PROMPT:
Within this material, how many lines have the string "Jörg" in them? The answer is a number, with nothing added.

BEGIN

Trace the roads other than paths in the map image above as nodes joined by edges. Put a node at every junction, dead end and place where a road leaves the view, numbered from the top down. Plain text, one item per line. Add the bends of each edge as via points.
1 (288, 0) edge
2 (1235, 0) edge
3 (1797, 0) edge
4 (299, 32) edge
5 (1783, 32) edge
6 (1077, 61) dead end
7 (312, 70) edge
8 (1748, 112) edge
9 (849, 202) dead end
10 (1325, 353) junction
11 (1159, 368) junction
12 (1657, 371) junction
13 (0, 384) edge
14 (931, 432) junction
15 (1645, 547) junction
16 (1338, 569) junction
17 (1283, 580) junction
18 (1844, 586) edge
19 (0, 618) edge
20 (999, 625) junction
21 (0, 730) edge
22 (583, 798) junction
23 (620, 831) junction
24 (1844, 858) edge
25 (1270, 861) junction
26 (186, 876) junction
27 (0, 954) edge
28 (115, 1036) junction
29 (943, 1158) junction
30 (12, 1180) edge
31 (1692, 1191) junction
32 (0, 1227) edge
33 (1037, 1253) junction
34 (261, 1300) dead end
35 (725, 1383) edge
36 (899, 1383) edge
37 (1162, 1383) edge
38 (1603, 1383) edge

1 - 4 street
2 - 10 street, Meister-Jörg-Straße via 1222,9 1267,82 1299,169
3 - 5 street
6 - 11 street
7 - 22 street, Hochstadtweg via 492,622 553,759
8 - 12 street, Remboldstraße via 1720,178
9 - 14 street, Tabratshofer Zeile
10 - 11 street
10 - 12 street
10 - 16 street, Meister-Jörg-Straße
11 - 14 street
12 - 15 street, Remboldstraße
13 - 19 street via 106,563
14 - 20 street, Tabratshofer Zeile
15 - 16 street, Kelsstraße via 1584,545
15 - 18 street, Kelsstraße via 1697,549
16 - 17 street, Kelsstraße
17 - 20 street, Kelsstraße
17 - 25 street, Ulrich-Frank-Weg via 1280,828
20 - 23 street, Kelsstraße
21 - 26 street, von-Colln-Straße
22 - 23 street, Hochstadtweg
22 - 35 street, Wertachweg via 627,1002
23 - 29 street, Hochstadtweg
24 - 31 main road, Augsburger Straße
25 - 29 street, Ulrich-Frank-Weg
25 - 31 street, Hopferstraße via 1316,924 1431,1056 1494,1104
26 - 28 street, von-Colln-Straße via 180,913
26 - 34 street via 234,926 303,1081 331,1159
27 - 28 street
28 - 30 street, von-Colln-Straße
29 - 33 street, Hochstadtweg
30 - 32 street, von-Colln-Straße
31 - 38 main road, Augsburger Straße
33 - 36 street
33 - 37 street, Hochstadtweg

END

SOLUTION TO THIS EXERCISE:
2